* **Exercise directions**:
Repeat the data word for word. Do not include the pictures.

* **Records to use**:
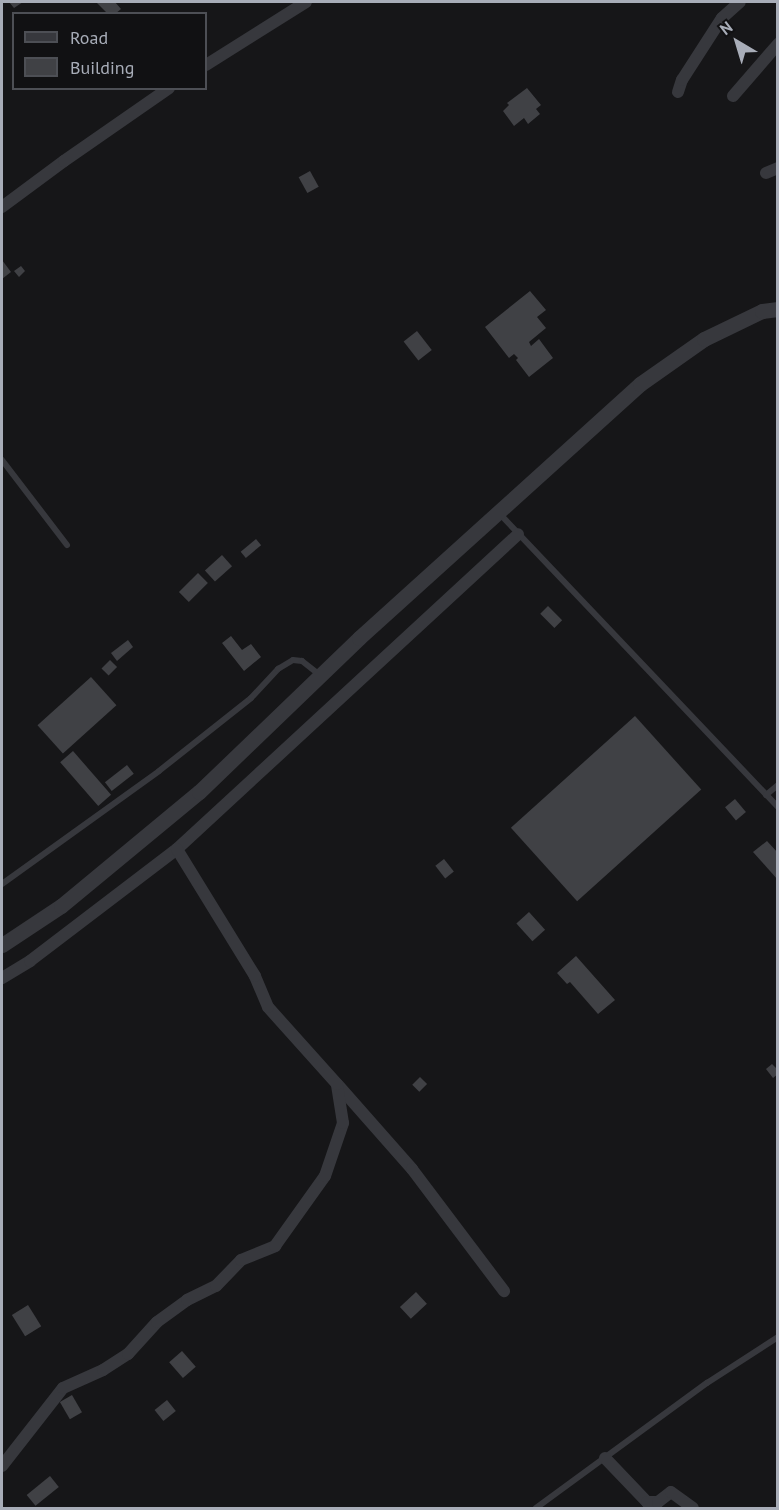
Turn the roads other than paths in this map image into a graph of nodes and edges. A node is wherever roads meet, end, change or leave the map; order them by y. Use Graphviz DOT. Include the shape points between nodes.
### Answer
graph roads {
  1 [pos="306,2"];
  2 [pos="740,2"];
  3 [pos="777,44"];
  4 [pos="207,64"];
  5 [pos="166,90"];
  6 [pos="678,92"];
  7 [pos="733,96"];
  8 [pos="2,207"];
  9 [pos="777,309"];
  10 [pos="2,460"];
  11 [pos="497,511"];
  12 [pos="519,534"];
  13 [pos="68,545"];
  14 [pos="321,676"];
  15 [pos="777,785"];
  16 [pos="766,795"];
  17 [pos="777,807"];
  18 [pos="177,849"];
  19 [pos="2,884"];
  20 [pos="2,945"];
  21 [pos="2,978"];
  22 [pos="337,1084"];
  23 [pos="504,1291"];
  24 [pos="777,1336"];
  25 [pos="605,1458"];
  26 [pos="2,1466"];
  27 [pos="536,1509"];
  28 [pos="693,1509"];
  1 -- 4 [label="street"];
  2 -- 6 [label="street" via="722,18"];
  3 -- 7 [label="street"];
  5 -- 8 [label="street"];
  9 -- 11 [label="street" via="762,311 704,339 640,384"];
  10 -- 13 [label="lane"];
  11 -- 12 [label="lane"];
  11 -- 14 [label="street"];
  12 -- 16 [label="lane"];
  12 -- 18 [label="street"];
  14 -- 19 [label="lane" via="302,661 292,660 278,669 251,698 159,771"];
  14 -- 20 [label="street" via="199,792 61,906"];
  15 -- 16 [label="lane"];
  16 -- 17 [label="lane"];
  18 -- 21 [label="street" via="30,962"];
  18 -- 22 [label="street" via="255,976 268,1007"];
  22 -- 23 [label="street" via="412,1169"];
  22 -- 26 [label="street" via="343,1123 325,1176 275,1246 241,1260 216,1286 187,1300 157,1322 128,1354 63,1388"];
  24 -- 25 [label="lane"];
  25 -- 27 [label="lane"];
  25 -- 28 [label="street" via="646,1502 658,1502 671,1492"];
}
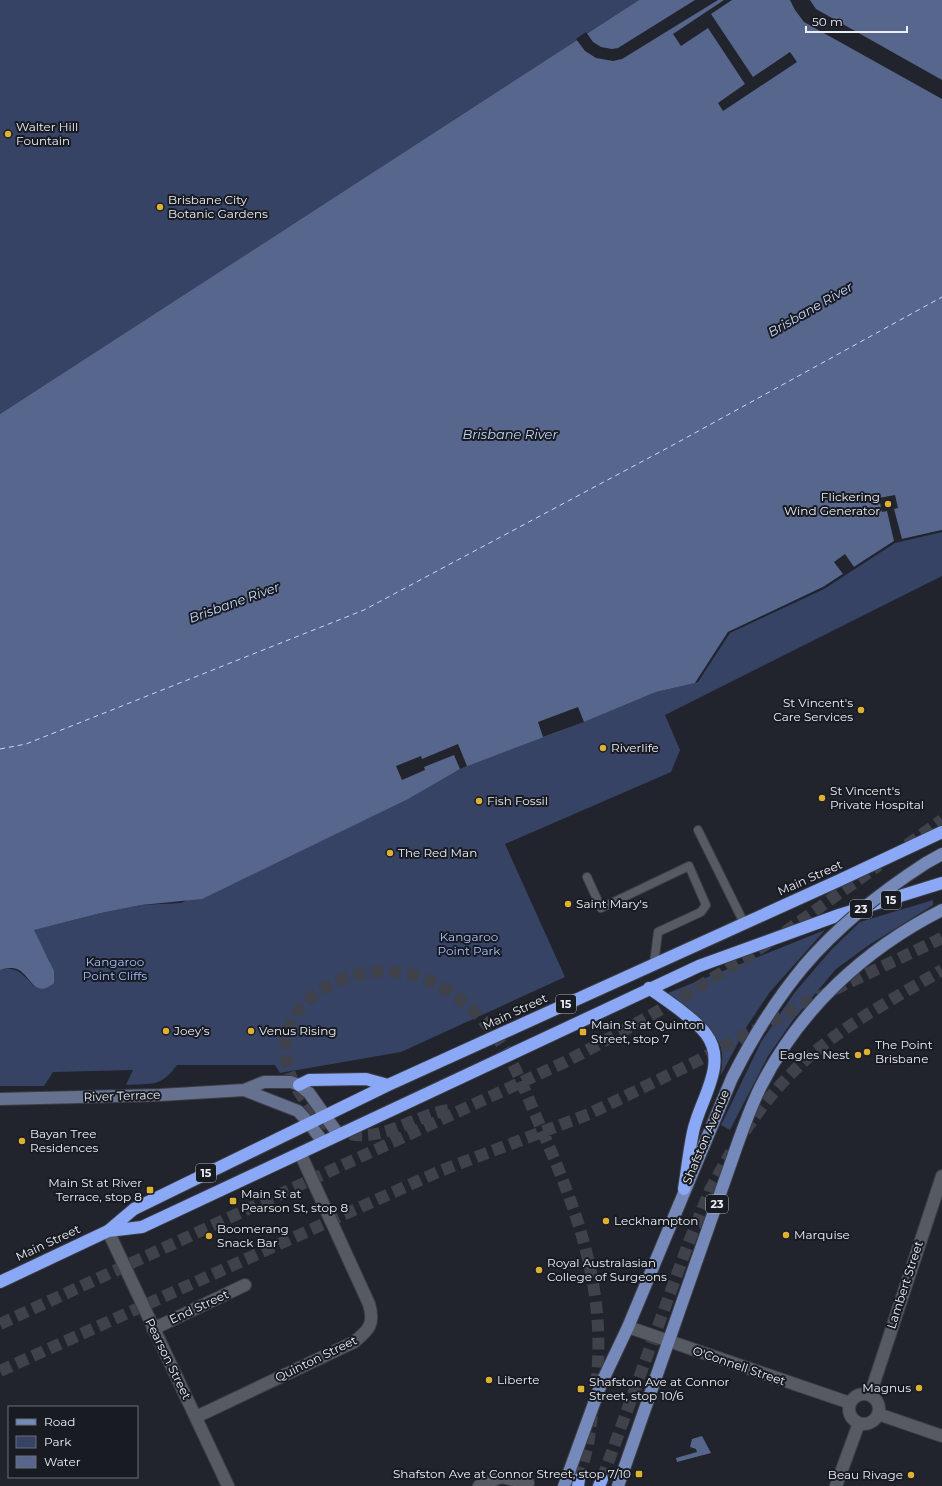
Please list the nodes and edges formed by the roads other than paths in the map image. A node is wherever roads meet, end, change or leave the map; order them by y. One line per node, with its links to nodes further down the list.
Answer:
1 (698, 830): 7 (lane)
2 (942, 832): 7 (highway, Main Street / 15)
3 (942, 854): 20 (main road, Shafston Avenue / 23, bridge)
4 (587, 877): 8 (lane)
5 (942, 884): 9 (highway, Main Street / 15)
6 (942, 910): 26 (main road, 23)
7 (744, 923): 8 (highway, Main Street / 15)
8 (654, 964): 11 (highway, Main Street / 15)
9 (649, 988): 16 (highway, Main Street / 15); 20 (highway)
10 (300, 1085): 11 (highway); 12 (main road, River Terrace); 14 (main road)
11 (388, 1085): 14 (highway, Main Street / 15)
12 (244, 1090): 13 (main road, River Terrace); 15 (main road, River Terrace)
13 (0, 1099)
14 (325, 1115): 15 (highway, Main Street / 15); 16 (main road)
15 (310, 1123): 17 (main road, River Terrace); 21 (highway, Main Street / 15)
16 (338, 1134): 17 (highway, Main Street / 15)
17 (323, 1142): 18 (highway, Main Street / 15)
18 (300, 1153): 21 (highway, Main Street / 15); 30 (street, Quinton Street)
19 (942, 1176): 27 (street, Lambert Street)
20 (684, 1189): 24 (main road, Shafston Avenue / 23)
21 (108, 1231): 22 (highway, Main Street / 15); 25 (street, Pearson Street)
22 (0, 1282)
23 (246, 1285): 25 (street, End Street)
24 (628, 1326): 26 (street, O'Connell Street); 36 (main road, Shafston Avenue / 23)
25 (153, 1329): 30 (street, Pearson Street)
26 (669, 1341): 28 (street, O'Connell Street); 37 (main road, 23)
27 (870, 1395): 28 (street); 29 (street)
28 (850, 1403): 31 (street)
29 (878, 1414): 31 (street); 32 (street)
30 (196, 1417): 34 (street, Pearson Street)
31 (859, 1422): 38 (street)
32 (942, 1436)
33 (528, 1483): 35 (street)
34 (228, 1486)
35 (479, 1486)
36 (564, 1486)
37 (618, 1486)
38 (836, 1486)

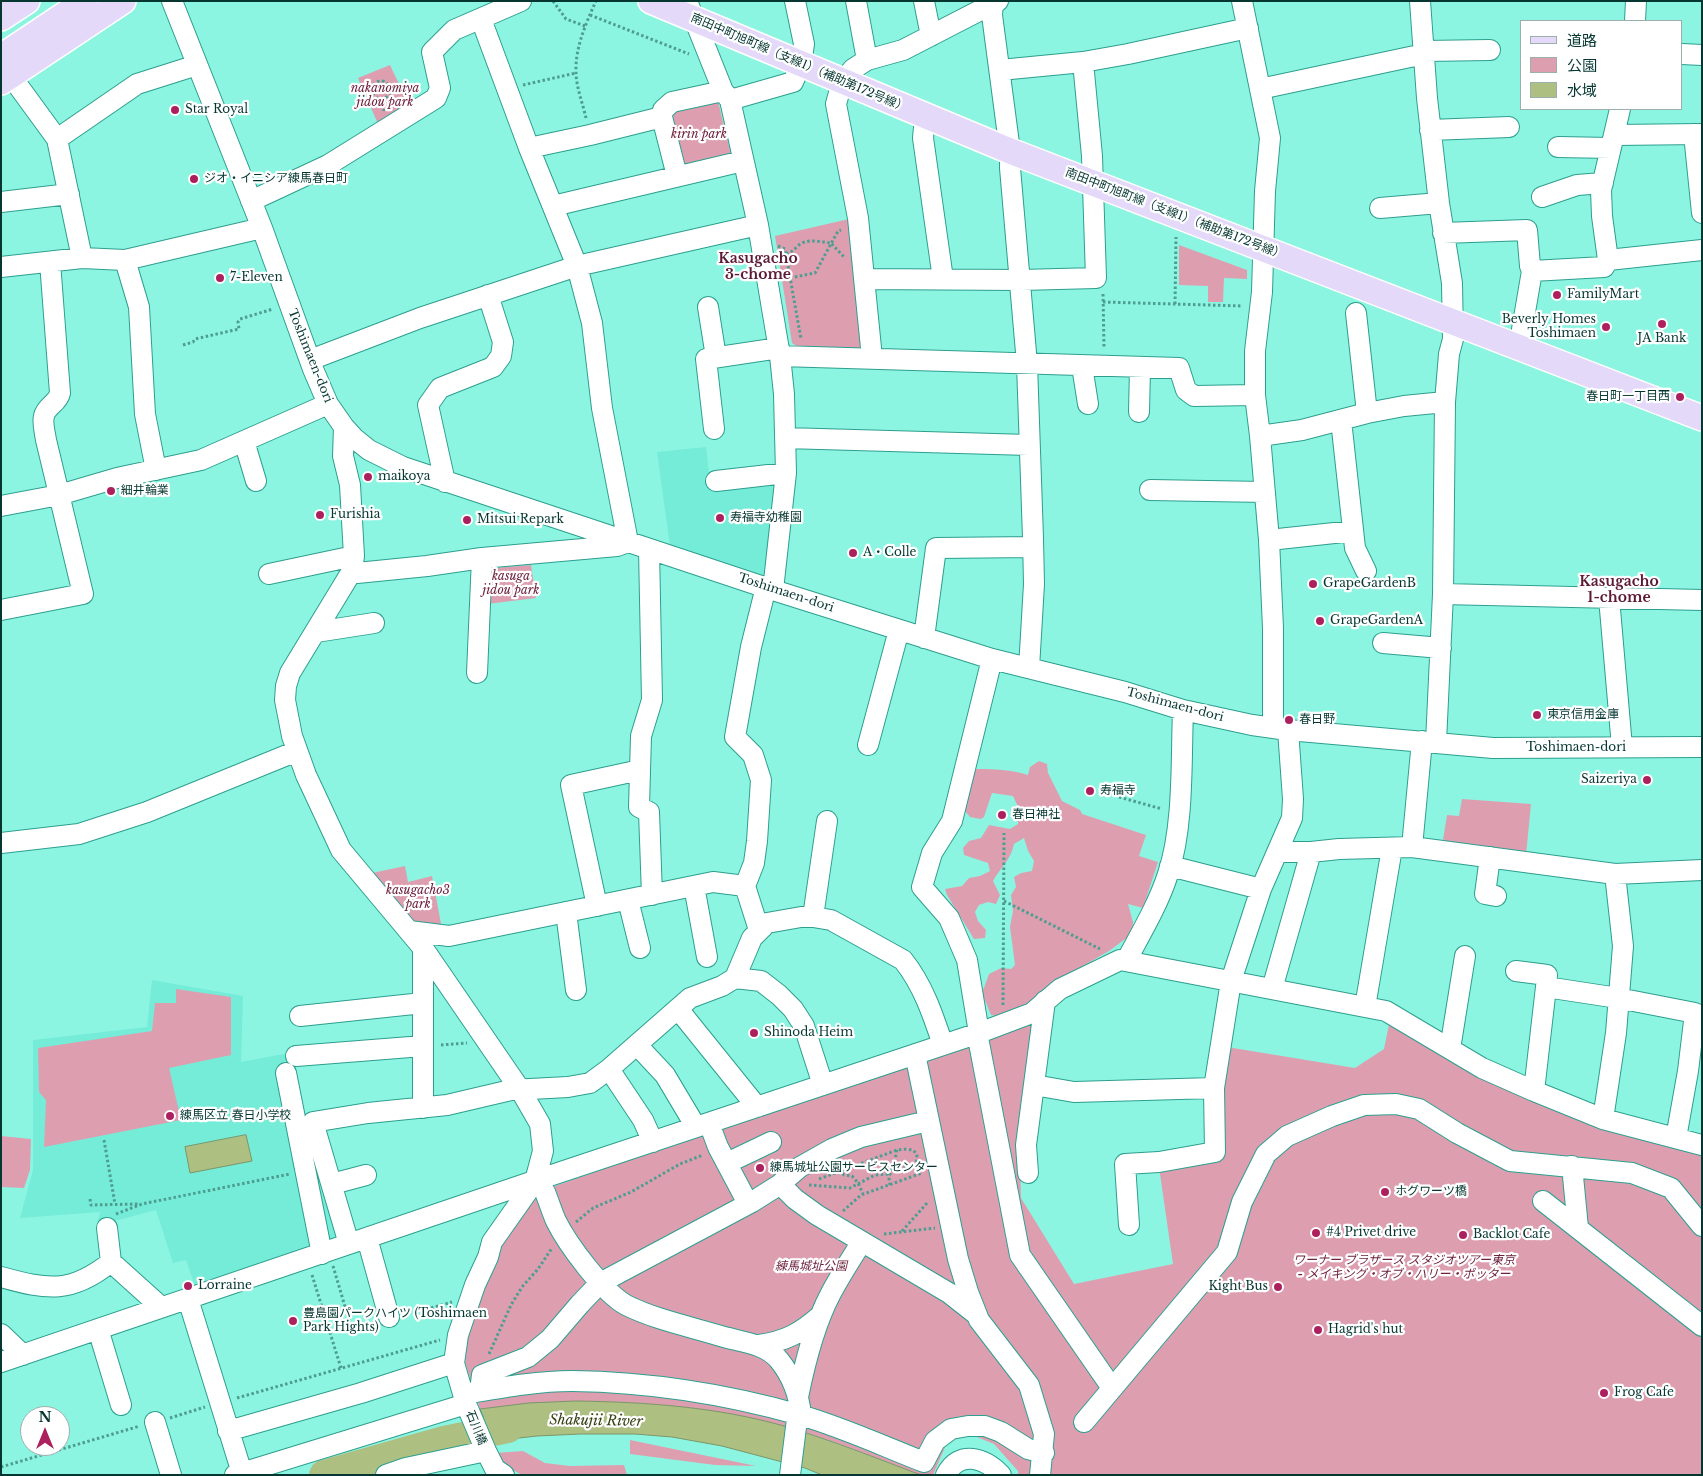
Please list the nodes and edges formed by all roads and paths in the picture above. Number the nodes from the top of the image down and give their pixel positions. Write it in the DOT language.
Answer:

* **Completed task**:
Turn the roads other than paths in this map image into a graph of nodes and edges. A node is wherever roads meet, end, change or leave the map; order them by y. Use Graphviz DOT. Include the shape points between nodes.
### Answer
graph roads {
  1 [pos="306,2"];
  2 [pos="740,2"];
  3 [pos="777,44"];
  4 [pos="207,64"];
  5 [pos="166,90"];
  6 [pos="678,92"];
  7 [pos="733,96"];
  8 [pos="2,207"];
  9 [pos="777,309"];
  10 [pos="2,460"];
  11 [pos="497,511"];
  12 [pos="519,534"];
  13 [pos="68,545"];
  14 [pos="321,676"];
  15 [pos="777,785"];
  16 [pos="766,795"];
  17 [pos="777,807"];
  18 [pos="177,849"];
  19 [pos="2,884"];
  20 [pos="2,945"];
  21 [pos="2,978"];
  22 [pos="337,1084"];
  23 [pos="504,1291"];
  24 [pos="777,1336"];
  25 [pos="605,1458"];
  26 [pos="2,1466"];
  27 [pos="536,1509"];
  28 [pos="693,1509"];
  1 -- 4 [label="street"];
  2 -- 6 [label="street" via="722,18"];
  3 -- 7 [label="street"];
  5 -- 8 [label="street"];
  9 -- 11 [label="street" via="762,311 704,339 640,384"];
  10 -- 13 [label="lane"];
  11 -- 12 [label="lane"];
  11 -- 14 [label="street"];
  12 -- 16 [label="lane"];
  12 -- 18 [label="street"];
  14 -- 19 [label="lane" via="302,661 292,660 278,669 251,698 159,771"];
  14 -- 20 [label="street" via="199,792 61,906"];
  15 -- 16 [label="lane"];
  16 -- 17 [label="lane"];
  18 -- 21 [label="street" via="30,962"];
  18 -- 22 [label="street" via="255,976 268,1007"];
  22 -- 23 [label="street" via="412,1169"];
  22 -- 26 [label="street" via="343,1123 325,1176 275,1246 241,1260 216,1286 187,1300 157,1322 128,1354 63,1388"];
  24 -- 25 [label="lane"];
  25 -- 27 [label="lane"];
  25 -- 28 [label="street" via="646,1502 658,1502 671,1492"];
}
Please list the nodes and edges formed by the roads other than paths in the map image. A node is wherever roads meet, end, change or leave the map; order them by y. One line per node, with its links to nodes further down the list.
Answer:
1 (698, 830): 7 (lane)
2 (942, 832): 7 (highway, Main Street / 15)
3 (942, 854): 20 (main road, Shafston Avenue / 23, bridge)
4 (587, 877): 8 (lane)
5 (942, 884): 9 (highway, Main Street / 15)
6 (942, 910): 26 (main road, 23)
7 (744, 923): 8 (highway, Main Street / 15)
8 (654, 964): 11 (highway, Main Street / 15)
9 (649, 988): 16 (highway, Main Street / 15); 20 (highway)
10 (300, 1085): 11 (highway); 12 (main road, River Terrace); 14 (main road)
11 (388, 1085): 14 (highway, Main Street / 15)
12 (244, 1090): 13 (main road, River Terrace); 15 (main road, River Terrace)
13 (0, 1099)
14 (325, 1115): 15 (highway, Main Street / 15); 16 (main road)
15 (310, 1123): 17 (main road, River Terrace); 21 (highway, Main Street / 15)
16 (338, 1134): 17 (highway, Main Street / 15)
17 (323, 1142): 18 (highway, Main Street / 15)
18 (300, 1153): 21 (highway, Main Street / 15); 30 (street, Quinton Street)
19 (942, 1176): 27 (street, Lambert Street)
20 (684, 1189): 24 (main road, Shafston Avenue / 23)
21 (108, 1231): 22 (highway, Main Street / 15); 25 (street, Pearson Street)
22 (0, 1282)
23 (246, 1285): 25 (street, End Street)
24 (628, 1326): 26 (street, O'Connell Street); 36 (main road, Shafston Avenue / 23)
25 (153, 1329): 30 (street, Pearson Street)
26 (669, 1341): 28 (street, O'Connell Street); 37 (main road, 23)
27 (870, 1395): 28 (street); 29 (street)
28 (850, 1403): 31 (street)
29 (878, 1414): 31 (street); 32 (street)
30 (196, 1417): 34 (street, Pearson Street)
31 (859, 1422): 38 (street)
32 (942, 1436)
33 (528, 1483): 35 (street)
34 (228, 1486)
35 (479, 1486)
36 (564, 1486)
37 (618, 1486)
38 (836, 1486)

Please list the nodes and edges formed by all roads and paths in the picture above. Number the nodes from the top of the image down and give their pixel positions. Write it in the DOT language.
Answer:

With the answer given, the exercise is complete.